### WHAT THIS TASK INVOLVES:
Could you repeat the records shown below exactly as written?

Recorded data

-----

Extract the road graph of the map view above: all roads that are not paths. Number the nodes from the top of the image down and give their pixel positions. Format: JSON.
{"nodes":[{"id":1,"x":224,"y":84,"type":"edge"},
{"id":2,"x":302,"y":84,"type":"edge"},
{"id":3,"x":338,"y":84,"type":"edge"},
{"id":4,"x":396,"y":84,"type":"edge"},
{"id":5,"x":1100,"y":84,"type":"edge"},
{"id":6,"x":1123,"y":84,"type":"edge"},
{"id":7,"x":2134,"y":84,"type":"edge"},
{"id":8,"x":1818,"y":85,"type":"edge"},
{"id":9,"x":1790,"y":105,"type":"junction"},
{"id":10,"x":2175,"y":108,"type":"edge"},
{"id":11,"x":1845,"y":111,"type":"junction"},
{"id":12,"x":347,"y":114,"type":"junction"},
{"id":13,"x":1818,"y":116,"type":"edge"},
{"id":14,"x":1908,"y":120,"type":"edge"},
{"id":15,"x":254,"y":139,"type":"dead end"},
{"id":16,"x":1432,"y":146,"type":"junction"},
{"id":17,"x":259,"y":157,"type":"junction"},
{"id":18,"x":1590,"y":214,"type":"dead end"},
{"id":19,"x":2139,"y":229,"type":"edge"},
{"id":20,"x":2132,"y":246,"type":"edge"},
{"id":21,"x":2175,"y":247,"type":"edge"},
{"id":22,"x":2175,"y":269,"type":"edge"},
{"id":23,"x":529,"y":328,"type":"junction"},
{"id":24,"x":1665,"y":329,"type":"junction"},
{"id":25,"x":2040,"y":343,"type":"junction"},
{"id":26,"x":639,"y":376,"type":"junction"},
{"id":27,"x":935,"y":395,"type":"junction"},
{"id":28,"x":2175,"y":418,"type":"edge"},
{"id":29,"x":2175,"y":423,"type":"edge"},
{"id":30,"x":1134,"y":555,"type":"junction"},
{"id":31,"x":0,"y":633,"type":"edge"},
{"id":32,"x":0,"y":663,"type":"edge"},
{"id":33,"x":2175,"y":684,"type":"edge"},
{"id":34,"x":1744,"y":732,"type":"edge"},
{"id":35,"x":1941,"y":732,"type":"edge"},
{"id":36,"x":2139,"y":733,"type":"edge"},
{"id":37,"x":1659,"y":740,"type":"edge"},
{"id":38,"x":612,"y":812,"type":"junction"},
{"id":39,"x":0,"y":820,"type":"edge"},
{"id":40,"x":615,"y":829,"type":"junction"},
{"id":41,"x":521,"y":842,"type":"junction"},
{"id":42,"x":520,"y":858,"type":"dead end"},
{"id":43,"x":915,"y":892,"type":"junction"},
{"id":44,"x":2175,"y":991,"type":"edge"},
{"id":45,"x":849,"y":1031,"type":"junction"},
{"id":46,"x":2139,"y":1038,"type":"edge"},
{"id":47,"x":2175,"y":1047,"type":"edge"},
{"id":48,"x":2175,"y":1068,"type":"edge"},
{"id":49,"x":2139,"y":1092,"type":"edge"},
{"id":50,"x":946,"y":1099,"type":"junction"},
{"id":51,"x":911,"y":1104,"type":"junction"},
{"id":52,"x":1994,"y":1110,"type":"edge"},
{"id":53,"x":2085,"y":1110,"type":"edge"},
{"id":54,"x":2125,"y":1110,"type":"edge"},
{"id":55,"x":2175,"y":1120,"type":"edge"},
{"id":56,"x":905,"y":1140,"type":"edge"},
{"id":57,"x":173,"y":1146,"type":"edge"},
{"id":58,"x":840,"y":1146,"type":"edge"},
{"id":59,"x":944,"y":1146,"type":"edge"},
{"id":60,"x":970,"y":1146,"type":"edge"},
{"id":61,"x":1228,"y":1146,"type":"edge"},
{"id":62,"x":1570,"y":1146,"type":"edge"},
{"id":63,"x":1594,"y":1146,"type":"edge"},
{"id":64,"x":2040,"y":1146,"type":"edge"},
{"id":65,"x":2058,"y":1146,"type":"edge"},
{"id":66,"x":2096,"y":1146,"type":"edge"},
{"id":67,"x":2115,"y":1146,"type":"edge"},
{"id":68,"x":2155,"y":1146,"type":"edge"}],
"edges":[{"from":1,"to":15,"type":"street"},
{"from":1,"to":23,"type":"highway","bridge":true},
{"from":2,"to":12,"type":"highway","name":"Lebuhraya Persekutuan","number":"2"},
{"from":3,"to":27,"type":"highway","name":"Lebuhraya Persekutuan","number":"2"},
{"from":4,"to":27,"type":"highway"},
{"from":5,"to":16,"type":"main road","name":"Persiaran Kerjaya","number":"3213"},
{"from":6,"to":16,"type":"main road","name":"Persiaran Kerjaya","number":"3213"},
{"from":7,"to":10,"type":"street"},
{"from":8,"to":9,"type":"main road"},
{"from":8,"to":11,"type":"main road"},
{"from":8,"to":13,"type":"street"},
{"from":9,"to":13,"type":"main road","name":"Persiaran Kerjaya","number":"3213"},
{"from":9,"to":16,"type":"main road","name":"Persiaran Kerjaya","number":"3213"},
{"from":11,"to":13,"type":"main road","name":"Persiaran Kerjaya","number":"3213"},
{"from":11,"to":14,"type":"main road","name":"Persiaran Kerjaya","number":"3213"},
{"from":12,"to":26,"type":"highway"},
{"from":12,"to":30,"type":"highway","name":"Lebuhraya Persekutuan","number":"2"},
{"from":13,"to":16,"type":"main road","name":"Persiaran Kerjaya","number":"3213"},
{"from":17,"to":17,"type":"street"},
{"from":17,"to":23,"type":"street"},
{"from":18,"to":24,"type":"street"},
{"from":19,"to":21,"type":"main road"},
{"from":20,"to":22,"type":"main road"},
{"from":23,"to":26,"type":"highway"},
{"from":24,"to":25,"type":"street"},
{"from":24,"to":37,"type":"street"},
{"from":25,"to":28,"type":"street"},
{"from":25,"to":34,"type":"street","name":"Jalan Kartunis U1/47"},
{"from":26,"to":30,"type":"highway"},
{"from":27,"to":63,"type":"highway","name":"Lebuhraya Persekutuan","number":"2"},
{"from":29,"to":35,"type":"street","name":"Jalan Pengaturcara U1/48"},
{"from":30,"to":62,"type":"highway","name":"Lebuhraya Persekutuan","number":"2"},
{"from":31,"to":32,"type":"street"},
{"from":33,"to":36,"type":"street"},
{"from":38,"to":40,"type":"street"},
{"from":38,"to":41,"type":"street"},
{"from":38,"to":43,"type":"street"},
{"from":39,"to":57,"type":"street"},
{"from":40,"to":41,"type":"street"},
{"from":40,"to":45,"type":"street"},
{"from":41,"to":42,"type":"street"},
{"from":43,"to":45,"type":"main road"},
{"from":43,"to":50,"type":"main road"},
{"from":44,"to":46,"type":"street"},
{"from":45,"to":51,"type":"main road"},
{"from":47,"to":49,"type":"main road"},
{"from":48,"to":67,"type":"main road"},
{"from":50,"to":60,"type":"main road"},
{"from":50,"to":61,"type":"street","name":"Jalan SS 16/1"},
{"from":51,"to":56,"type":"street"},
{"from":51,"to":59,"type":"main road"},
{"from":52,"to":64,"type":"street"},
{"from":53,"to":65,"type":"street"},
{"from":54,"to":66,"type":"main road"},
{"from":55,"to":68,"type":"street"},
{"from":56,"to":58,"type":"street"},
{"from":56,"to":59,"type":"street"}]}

-----

### PROBLEM SOLUTION:
Extract the road graph of the map view above: all roads that are not paths. Number the nodes from the top of the image down and give their pixel positions. Format: JSON.
{"nodes":[{"id":1,"x":224,"y":84,"type":"edge"},
{"id":2,"x":302,"y":84,"type":"edge"},
{"id":3,"x":338,"y":84,"type":"edge"},
{"id":4,"x":396,"y":84,"type":"edge"},
{"id":5,"x":1100,"y":84,"type":"edge"},
{"id":6,"x":1123,"y":84,"type":"edge"},
{"id":7,"x":2134,"y":84,"type":"edge"},
{"id":8,"x":1818,"y":85,"type":"edge"},
{"id":9,"x":1790,"y":105,"type":"junction"},
{"id":10,"x":2175,"y":108,"type":"edge"},
{"id":11,"x":1845,"y":111,"type":"junction"},
{"id":12,"x":347,"y":114,"type":"junction"},
{"id":13,"x":1818,"y":116,"type":"edge"},
{"id":14,"x":1908,"y":120,"type":"edge"},
{"id":15,"x":254,"y":139,"type":"dead end"},
{"id":16,"x":1432,"y":146,"type":"junction"},
{"id":17,"x":259,"y":157,"type":"junction"},
{"id":18,"x":1590,"y":214,"type":"dead end"},
{"id":19,"x":2139,"y":229,"type":"edge"},
{"id":20,"x":2132,"y":246,"type":"edge"},
{"id":21,"x":2175,"y":247,"type":"edge"},
{"id":22,"x":2175,"y":269,"type":"edge"},
{"id":23,"x":529,"y":328,"type":"junction"},
{"id":24,"x":1665,"y":329,"type":"junction"},
{"id":25,"x":2040,"y":343,"type":"junction"},
{"id":26,"x":639,"y":376,"type":"junction"},
{"id":27,"x":935,"y":395,"type":"junction"},
{"id":28,"x":2175,"y":418,"type":"edge"},
{"id":29,"x":2175,"y":423,"type":"edge"},
{"id":30,"x":1134,"y":555,"type":"junction"},
{"id":31,"x":0,"y":633,"type":"edge"},
{"id":32,"x":0,"y":663,"type":"edge"},
{"id":33,"x":2175,"y":684,"type":"edge"},
{"id":34,"x":1744,"y":732,"type":"edge"},
{"id":35,"x":1941,"y":732,"type":"edge"},
{"id":36,"x":2139,"y":733,"type":"edge"},
{"id":37,"x":1659,"y":740,"type":"edge"},
{"id":38,"x":612,"y":812,"type":"junction"},
{"id":39,"x":0,"y":820,"type":"edge"},
{"id":40,"x":615,"y":829,"type":"junction"},
{"id":41,"x":521,"y":842,"type":"junction"},
{"id":42,"x":520,"y":858,"type":"dead end"},
{"id":43,"x":915,"y":892,"type":"junction"},
{"id":44,"x":2175,"y":991,"type":"edge"},
{"id":45,"x":849,"y":1031,"type":"junction"},
{"id":46,"x":2139,"y":1038,"type":"edge"},
{"id":47,"x":2175,"y":1047,"type":"edge"},
{"id":48,"x":2175,"y":1068,"type":"edge"},
{"id":49,"x":2139,"y":1092,"type":"edge"},
{"id":50,"x":946,"y":1099,"type":"junction"},
{"id":51,"x":911,"y":1104,"type":"junction"},
{"id":52,"x":1994,"y":1110,"type":"edge"},
{"id":53,"x":2085,"y":1110,"type":"edge"},
{"id":54,"x":2125,"y":1110,"type":"edge"},
{"id":55,"x":2175,"y":1120,"type":"edge"},
{"id":56,"x":905,"y":1140,"type":"edge"},
{"id":57,"x":173,"y":1146,"type":"edge"},
{"id":58,"x":840,"y":1146,"type":"edge"},
{"id":59,"x":944,"y":1146,"type":"edge"},
{"id":60,"x":970,"y":1146,"type":"edge"},
{"id":61,"x":1228,"y":1146,"type":"edge"},
{"id":62,"x":1570,"y":1146,"type":"edge"},
{"id":63,"x":1594,"y":1146,"type":"edge"},
{"id":64,"x":2040,"y":1146,"type":"edge"},
{"id":65,"x":2058,"y":1146,"type":"edge"},
{"id":66,"x":2096,"y":1146,"type":"edge"},
{"id":67,"x":2115,"y":1146,"type":"edge"},
{"id":68,"x":2155,"y":1146,"type":"edge"}],
"edges":[{"from":1,"to":15,"type":"street"},
{"from":1,"to":23,"type":"highway","bridge":true},
{"from":2,"to":12,"type":"highway","name":"Lebuhraya Persekutuan","number":"2"},
{"from":3,"to":27,"type":"highway","name":"Lebuhraya Persekutuan","number":"2"},
{"from":4,"to":27,"type":"highway"},
{"from":5,"to":16,"type":"main road","name":"Persiaran Kerjaya","number":"3213"},
{"from":6,"to":16,"type":"main road","name":"Persiaran Kerjaya","number":"3213"},
{"from":7,"to":10,"type":"street"},
{"from":8,"to":9,"type":"main road"},
{"from":8,"to":11,"type":"main road"},
{"from":8,"to":13,"type":"street"},
{"from":9,"to":13,"type":"main road","name":"Persiaran Kerjaya","number":"3213"},
{"from":9,"to":16,"type":"main road","name":"Persiaran Kerjaya","number":"3213"},
{"from":11,"to":13,"type":"main road","name":"Persiaran Kerjaya","number":"3213"},
{"from":11,"to":14,"type":"main road","name":"Persiaran Kerjaya","number":"3213"},
{"from":12,"to":26,"type":"highway"},
{"from":12,"to":30,"type":"highway","name":"Lebuhraya Persekutuan","number":"2"},
{"from":13,"to":16,"type":"main road","name":"Persiaran Kerjaya","number":"3213"},
{"from":17,"to":17,"type":"street"},
{"from":17,"to":23,"type":"street"},
{"from":18,"to":24,"type":"street"},
{"from":19,"to":21,"type":"main road"},
{"from":20,"to":22,"type":"main road"},
{"from":23,"to":26,"type":"highway"},
{"from":24,"to":25,"type":"street"},
{"from":24,"to":37,"type":"street"},
{"from":25,"to":28,"type":"street"},
{"from":25,"to":34,"type":"street","name":"Jalan Kartunis U1/47"},
{"from":26,"to":30,"type":"highway"},
{"from":27,"to":63,"type":"highway","name":"Lebuhraya Persekutuan","number":"2"},
{"from":29,"to":35,"type":"street","name":"Jalan Pengaturcara U1/48"},
{"from":30,"to":62,"type":"highway","name":"Lebuhraya Persekutuan","number":"2"},
{"from":31,"to":32,"type":"street"},
{"from":33,"to":36,"type":"street"},
{"from":38,"to":40,"type":"street"},
{"from":38,"to":41,"type":"street"},
{"from":38,"to":43,"type":"street"},
{"from":39,"to":57,"type":"street"},
{"from":40,"to":41,"type":"street"},
{"from":40,"to":45,"type":"street"},
{"from":41,"to":42,"type":"street"},
{"from":43,"to":45,"type":"main road"},
{"from":43,"to":50,"type":"main road"},
{"from":44,"to":46,"type":"street"},
{"from":45,"to":51,"type":"main road"},
{"from":47,"to":49,"type":"main road"},
{"from":48,"to":67,"type":"main road"},
{"from":50,"to":60,"type":"main road"},
{"from":50,"to":61,"type":"street","name":"Jalan SS 16/1"},
{"from":51,"to":56,"type":"street"},
{"from":51,"to":59,"type":"main road"},
{"from":52,"to":64,"type":"street"},
{"from":53,"to":65,"type":"street"},
{"from":54,"to":66,"type":"main road"},
{"from":55,"to":68,"type":"street"},
{"from":56,"to":58,"type":"street"},
{"from":56,"to":59,"type":"street"}]}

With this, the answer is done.